◆ **Excerpted records**:
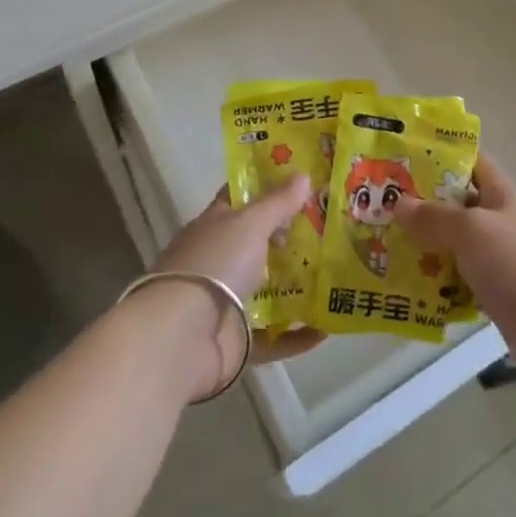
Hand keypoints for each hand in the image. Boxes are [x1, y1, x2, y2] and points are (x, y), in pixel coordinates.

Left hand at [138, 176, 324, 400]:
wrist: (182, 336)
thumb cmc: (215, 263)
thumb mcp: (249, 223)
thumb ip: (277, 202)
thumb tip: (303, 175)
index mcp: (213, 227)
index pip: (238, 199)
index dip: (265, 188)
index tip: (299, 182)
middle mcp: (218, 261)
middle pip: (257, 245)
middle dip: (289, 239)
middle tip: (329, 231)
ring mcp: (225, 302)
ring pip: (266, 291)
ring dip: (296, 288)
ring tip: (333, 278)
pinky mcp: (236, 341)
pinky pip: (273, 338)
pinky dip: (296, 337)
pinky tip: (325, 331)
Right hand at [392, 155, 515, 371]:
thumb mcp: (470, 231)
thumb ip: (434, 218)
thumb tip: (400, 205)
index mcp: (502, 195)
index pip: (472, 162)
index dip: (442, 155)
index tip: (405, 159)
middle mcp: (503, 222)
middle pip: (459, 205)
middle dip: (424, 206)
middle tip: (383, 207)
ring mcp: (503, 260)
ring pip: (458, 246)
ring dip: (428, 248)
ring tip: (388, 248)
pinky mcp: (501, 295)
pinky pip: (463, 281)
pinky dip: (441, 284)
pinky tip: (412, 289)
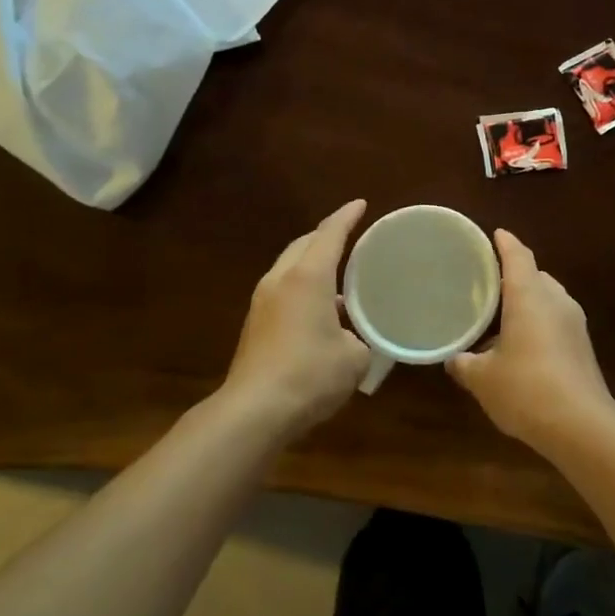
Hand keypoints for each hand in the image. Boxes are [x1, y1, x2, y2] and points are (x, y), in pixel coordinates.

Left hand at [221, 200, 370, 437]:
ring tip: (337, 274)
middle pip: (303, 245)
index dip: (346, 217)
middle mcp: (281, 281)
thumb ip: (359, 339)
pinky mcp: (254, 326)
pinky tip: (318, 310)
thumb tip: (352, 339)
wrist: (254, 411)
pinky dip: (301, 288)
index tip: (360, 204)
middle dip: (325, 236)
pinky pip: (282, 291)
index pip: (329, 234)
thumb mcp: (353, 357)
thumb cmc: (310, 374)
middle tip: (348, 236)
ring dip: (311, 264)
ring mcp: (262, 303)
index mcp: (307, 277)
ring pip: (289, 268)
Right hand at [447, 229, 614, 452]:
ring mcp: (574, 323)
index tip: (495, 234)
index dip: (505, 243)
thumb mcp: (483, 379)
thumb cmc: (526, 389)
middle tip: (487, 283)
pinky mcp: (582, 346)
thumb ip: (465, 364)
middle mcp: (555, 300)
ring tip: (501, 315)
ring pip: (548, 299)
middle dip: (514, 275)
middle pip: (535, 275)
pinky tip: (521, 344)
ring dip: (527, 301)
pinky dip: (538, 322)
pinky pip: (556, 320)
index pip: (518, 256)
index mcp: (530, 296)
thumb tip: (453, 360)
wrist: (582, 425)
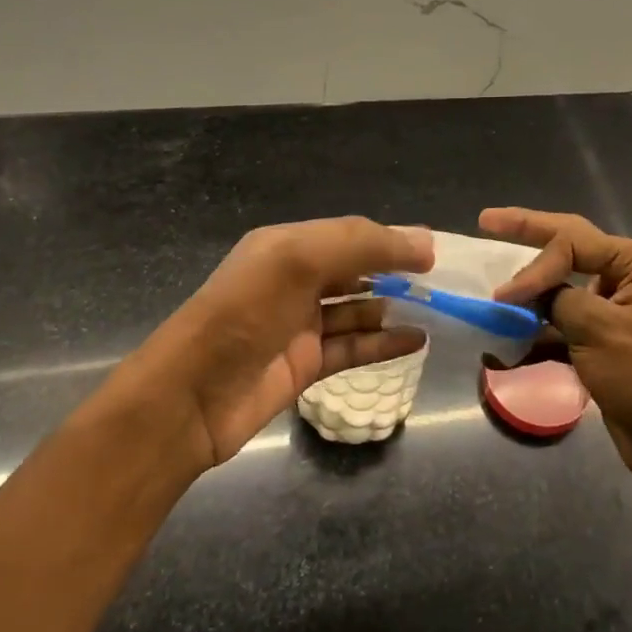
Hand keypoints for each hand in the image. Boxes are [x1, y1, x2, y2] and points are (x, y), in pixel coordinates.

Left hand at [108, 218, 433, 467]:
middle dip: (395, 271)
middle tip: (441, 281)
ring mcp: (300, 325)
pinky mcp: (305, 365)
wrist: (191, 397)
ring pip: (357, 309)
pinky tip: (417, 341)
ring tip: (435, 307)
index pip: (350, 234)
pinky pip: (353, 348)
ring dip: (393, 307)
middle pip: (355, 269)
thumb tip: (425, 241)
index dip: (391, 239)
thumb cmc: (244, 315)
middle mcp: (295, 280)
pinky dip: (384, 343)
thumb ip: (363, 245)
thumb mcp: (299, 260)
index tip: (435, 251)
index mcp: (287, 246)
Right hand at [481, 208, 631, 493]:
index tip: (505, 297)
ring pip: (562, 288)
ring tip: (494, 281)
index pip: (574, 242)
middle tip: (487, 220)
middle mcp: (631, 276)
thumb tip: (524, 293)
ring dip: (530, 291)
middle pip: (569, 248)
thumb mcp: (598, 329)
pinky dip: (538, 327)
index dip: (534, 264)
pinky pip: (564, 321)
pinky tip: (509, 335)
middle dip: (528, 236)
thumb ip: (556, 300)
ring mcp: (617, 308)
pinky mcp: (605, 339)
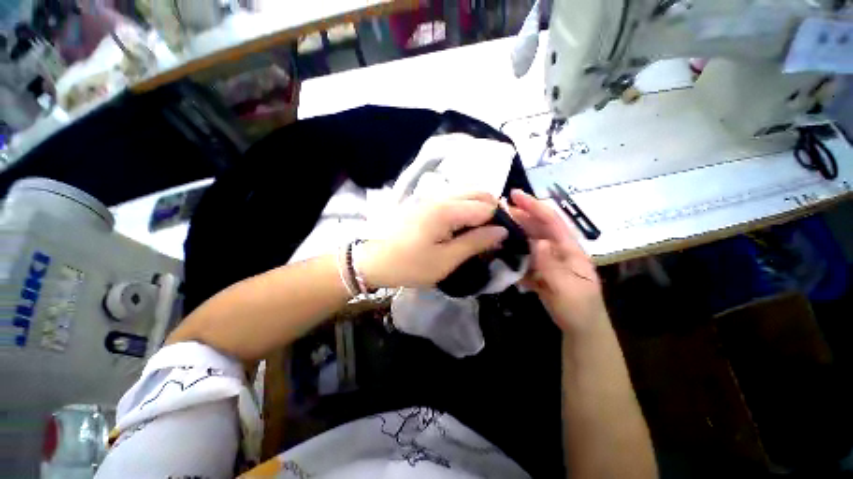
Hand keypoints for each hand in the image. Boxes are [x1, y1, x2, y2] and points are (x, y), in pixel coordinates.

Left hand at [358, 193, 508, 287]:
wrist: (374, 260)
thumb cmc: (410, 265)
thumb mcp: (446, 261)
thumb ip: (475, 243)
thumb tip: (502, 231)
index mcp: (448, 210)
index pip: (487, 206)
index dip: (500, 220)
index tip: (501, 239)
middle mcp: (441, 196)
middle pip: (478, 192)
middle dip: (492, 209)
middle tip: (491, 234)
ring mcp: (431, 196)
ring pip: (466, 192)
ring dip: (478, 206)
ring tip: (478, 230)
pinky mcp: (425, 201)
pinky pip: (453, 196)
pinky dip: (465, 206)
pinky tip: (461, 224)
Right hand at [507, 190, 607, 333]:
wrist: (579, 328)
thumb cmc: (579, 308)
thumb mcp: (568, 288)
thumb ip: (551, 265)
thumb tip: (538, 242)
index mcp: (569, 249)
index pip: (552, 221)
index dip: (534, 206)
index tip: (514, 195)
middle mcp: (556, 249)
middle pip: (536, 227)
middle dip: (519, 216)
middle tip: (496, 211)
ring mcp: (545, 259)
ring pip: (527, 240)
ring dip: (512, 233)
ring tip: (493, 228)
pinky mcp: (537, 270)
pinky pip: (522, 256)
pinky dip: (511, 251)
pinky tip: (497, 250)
...
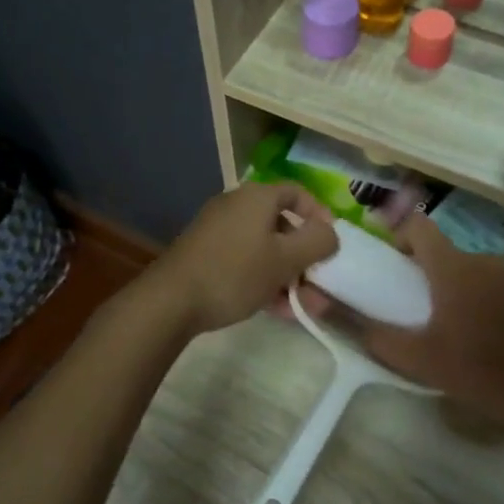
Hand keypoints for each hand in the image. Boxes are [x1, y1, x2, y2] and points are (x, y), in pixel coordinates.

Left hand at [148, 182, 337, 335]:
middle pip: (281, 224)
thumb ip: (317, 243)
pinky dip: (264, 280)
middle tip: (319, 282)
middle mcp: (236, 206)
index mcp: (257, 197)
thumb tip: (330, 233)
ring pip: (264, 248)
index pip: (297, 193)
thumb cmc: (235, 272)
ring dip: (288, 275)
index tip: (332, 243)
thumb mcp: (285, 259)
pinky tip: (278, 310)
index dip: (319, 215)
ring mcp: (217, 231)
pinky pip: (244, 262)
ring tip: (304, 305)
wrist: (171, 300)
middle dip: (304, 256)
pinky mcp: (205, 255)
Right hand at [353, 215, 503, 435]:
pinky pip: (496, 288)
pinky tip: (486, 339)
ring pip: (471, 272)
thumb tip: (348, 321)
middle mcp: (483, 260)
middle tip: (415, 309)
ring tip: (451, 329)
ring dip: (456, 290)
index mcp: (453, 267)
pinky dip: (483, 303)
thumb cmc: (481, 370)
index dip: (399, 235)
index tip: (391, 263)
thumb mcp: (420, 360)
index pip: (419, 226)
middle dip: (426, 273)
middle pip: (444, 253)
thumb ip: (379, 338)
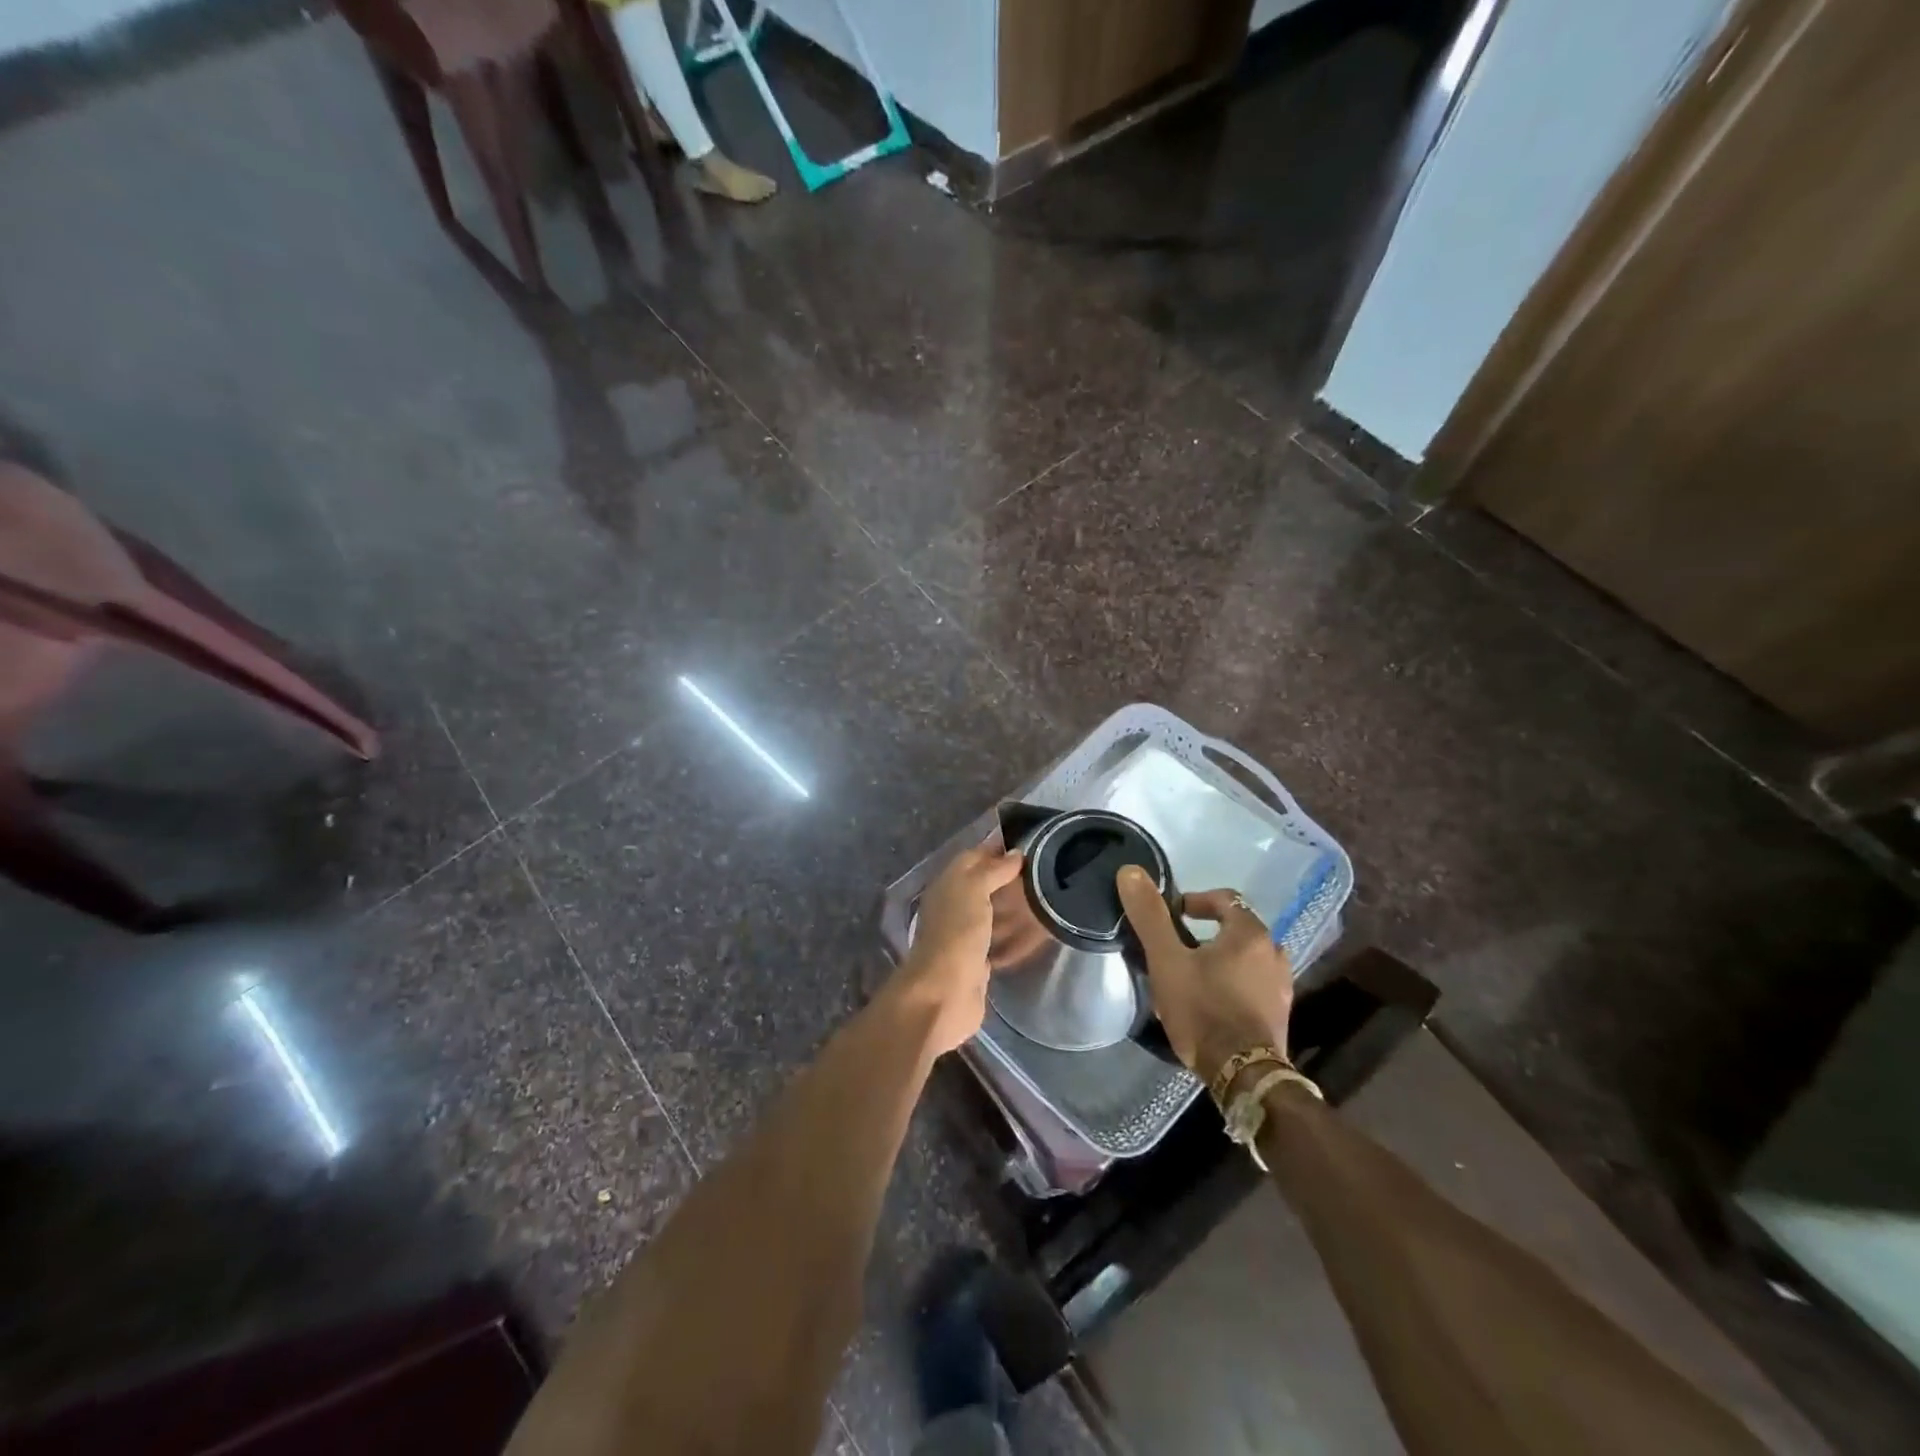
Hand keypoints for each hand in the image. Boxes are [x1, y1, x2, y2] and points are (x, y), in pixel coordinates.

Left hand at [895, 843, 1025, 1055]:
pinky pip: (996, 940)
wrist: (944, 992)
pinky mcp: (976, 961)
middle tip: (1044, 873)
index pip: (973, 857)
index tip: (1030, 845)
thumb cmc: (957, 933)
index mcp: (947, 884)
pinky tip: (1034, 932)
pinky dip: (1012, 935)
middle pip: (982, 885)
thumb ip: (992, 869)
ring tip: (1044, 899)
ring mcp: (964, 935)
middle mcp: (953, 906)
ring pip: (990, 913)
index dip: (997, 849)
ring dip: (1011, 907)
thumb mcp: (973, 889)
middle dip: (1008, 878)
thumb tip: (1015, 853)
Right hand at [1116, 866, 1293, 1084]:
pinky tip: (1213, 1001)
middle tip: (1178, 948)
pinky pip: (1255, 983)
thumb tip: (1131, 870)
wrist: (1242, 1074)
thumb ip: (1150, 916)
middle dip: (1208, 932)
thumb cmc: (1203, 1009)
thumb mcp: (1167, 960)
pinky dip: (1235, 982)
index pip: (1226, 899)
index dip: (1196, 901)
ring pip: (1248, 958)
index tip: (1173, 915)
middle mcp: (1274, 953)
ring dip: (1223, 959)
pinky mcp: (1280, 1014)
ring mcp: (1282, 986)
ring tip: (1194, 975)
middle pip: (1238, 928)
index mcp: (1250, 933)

◆ **Task objective**:
Without the pictures, set down the lines above from the line with "index pip: (574, 242)" up to and including the line with "thumb mcp: (568, 288)" exactly as they stand.

◆ **Solution to the exercise**:
index pip: (574, 242)
middle tip: (487, 220)
middle mcp: (631, 276)
thumb tip: (524, 293)
ring dip: (530, 291)
middle pip: (569, 248)
thumb mcp: (598, 329)
pinky dip: (538, 327)
index dip: (534, 264)
pinky pip: (564, 321)
pinky tip: (509, 335)
middle dip: (528, 236)
thumb ip: (556, 300)
ring mcp: (617, 308)
pinky mcp: (605, 339)
Hand keypoints for each hand in the image. Boxes are [x1, y1, x2, y2] and points are (x, y), in pixel coordinates.

Left hand at [358, 193, 508, 287]:
wrist: (374, 260)
thumb cmc: (410, 265)
thumb mcp: (446, 261)
thumb ip: (475, 243)
thumb tip: (502, 231)
index mcp: (448, 210)
index pip: (487, 206)
index dip: (500, 220)
index tip: (501, 239)
middle mcp: (441, 196)
middle pip: (478, 192)
middle dip: (492, 209)
middle tip: (491, 234)
ring mcp: (431, 196)
ring pip: (466, 192)
ring dip: (478, 206)
ring tip: (478, 230)
pinky mcp: (425, 201)
pinky pip: (453, 196)
pinky dip: (465, 206)
pinky tip: (461, 224)
Right hand at [507, 190, 607, 333]:
wrist: (579, 328)
thumb cmc: (579, 308)
thumb mcp: (568, 288)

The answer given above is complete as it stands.